Ce qui me plaisait surtout,
c’était le contact
avec la scène, les comédiens,
les créateurs, les metteurs
en scène, les chorégraphes,
tout le côté artistique.
Mon amie d’enfance, Marion
Bessay, dialoguiste de doublage,
sachant que je voulais me réorienter
professionnellement, m’a
dit : « Viens travailler
quelques semaines avec moi,
si ça t’intéresse
et si tu es doué, tu
continueras tout seul. Si ça
ne te plaît pas, tu laisses
tomber, mais ce sera une expérience
intéressante ».
J’ai travaillé
avec Marion pendant quelques
temps sur des séries,
elle m’a appris la technique,
et son savoir-faire, et puis
je me suis lancé au bout
de quelques mois. Elle m’a
présenté à
des gens, en leur disant : «
Voilà, ce n’est
pas moi qui ai écrit
cet épisode, c’est
Bruno », c’était
Alerte à Malibu à
l’époque. Alors,
petit à petit, on m’a
fait confiance, pour des téléfilms,
et pour des séries, (mais
surtout pour des séries
au début !) jusqu’en
1994 où on a adapté
ensemble, Marion et moi, Priscilla,
folle du désert, puis
Donnie Brasco, et à partir
de là, j’ai vraiment
commencé à travailler
tout seul de mon côté.
C’est amusant, car en
préparant cet entretien,
je me suis aperçu que
tout ce que j’avais fait
avant, (c’est-à-dire
la comédie, le théâtre,
les langues, ma passion pour
le cinéma, les études
littéraires à
Censier - j’ai fait une
licence de lettres modernes
) me sert maintenant dans ce
métier, pour mes adaptations,
car lorsque j’écris
mes dialogues, je les joue dans
ma tête pour voir si c’est
« jouable », s’ils
ne sont pas trop denses, pas
trop chargés, si les
sonorités sont possibles,
etc. Tout ça m’a
préparé à
ce que je fais maintenant, mais
de façon inconsciente,
parce que je ne savais pas du
tout que j’allais faire
ce métier-là.
Je savais à peine que
ça existait. Je savais
qu’il y avait des gens
qui écrivaient des sous-titres,
et pour le doublage, j’avais
vu des reportages montrant des
comédiens enregistrant
« à la barre »,
devant la bande rythmo, mais
je ne savais pas quels étaient
les rouages et la technique
de tout ça.
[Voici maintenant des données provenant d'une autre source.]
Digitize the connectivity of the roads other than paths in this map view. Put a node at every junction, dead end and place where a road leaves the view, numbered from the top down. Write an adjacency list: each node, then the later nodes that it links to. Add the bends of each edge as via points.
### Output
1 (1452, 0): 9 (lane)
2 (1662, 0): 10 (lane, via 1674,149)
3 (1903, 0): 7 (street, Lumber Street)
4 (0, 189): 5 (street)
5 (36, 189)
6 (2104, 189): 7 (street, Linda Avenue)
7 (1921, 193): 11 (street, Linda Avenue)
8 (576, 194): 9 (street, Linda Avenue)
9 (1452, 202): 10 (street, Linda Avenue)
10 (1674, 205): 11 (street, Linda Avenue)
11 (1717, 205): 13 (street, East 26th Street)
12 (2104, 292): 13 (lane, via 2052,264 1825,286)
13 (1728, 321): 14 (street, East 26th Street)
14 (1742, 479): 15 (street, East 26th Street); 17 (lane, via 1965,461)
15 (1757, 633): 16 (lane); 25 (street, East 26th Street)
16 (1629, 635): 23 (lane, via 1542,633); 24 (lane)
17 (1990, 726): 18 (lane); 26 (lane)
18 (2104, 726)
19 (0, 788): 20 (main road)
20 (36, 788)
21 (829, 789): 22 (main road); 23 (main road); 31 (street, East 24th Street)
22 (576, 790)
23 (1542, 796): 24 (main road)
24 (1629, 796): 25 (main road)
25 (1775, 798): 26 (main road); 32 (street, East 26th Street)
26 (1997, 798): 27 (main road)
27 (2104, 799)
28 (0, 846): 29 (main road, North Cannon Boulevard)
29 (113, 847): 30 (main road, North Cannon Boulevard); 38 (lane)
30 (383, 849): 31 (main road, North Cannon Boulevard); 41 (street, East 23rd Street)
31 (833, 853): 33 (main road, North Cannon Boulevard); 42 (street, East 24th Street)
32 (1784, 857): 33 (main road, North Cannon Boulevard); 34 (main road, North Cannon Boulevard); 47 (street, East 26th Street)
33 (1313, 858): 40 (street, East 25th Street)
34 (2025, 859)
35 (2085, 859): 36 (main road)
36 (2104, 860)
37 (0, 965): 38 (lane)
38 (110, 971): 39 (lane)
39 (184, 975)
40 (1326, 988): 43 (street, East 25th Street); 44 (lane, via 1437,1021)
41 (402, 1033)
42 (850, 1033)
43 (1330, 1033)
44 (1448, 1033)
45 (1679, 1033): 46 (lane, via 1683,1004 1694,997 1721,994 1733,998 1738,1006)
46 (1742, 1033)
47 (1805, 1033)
Les études
de théâtre aident
certainement, on acquiert un
sens du dialogue, mais il y
a différentes méthodes.
Il y a des dialoguistes qui
ne jouent pas du tout les répliques
qu’ils écrivent,
moi je les dis pour entendre
si c’est « jouable
», si ça sonne
juste et si le rythme est bon.
Objectif
Cinéma : Et aujourd’hui
vous travaillez donc en free-lance,
mais êtes-vous rattaché
à une société
en particulier ?
Bruno Chevillard : Depuis deux,
trois ans, je travaille beaucoup
pour Disney, BVI (Buena Vista).
Oui, c’est certainement
eux qui m’appellent le
plus.
Par Mélanie COCHETEUX,
suite de l'interview ...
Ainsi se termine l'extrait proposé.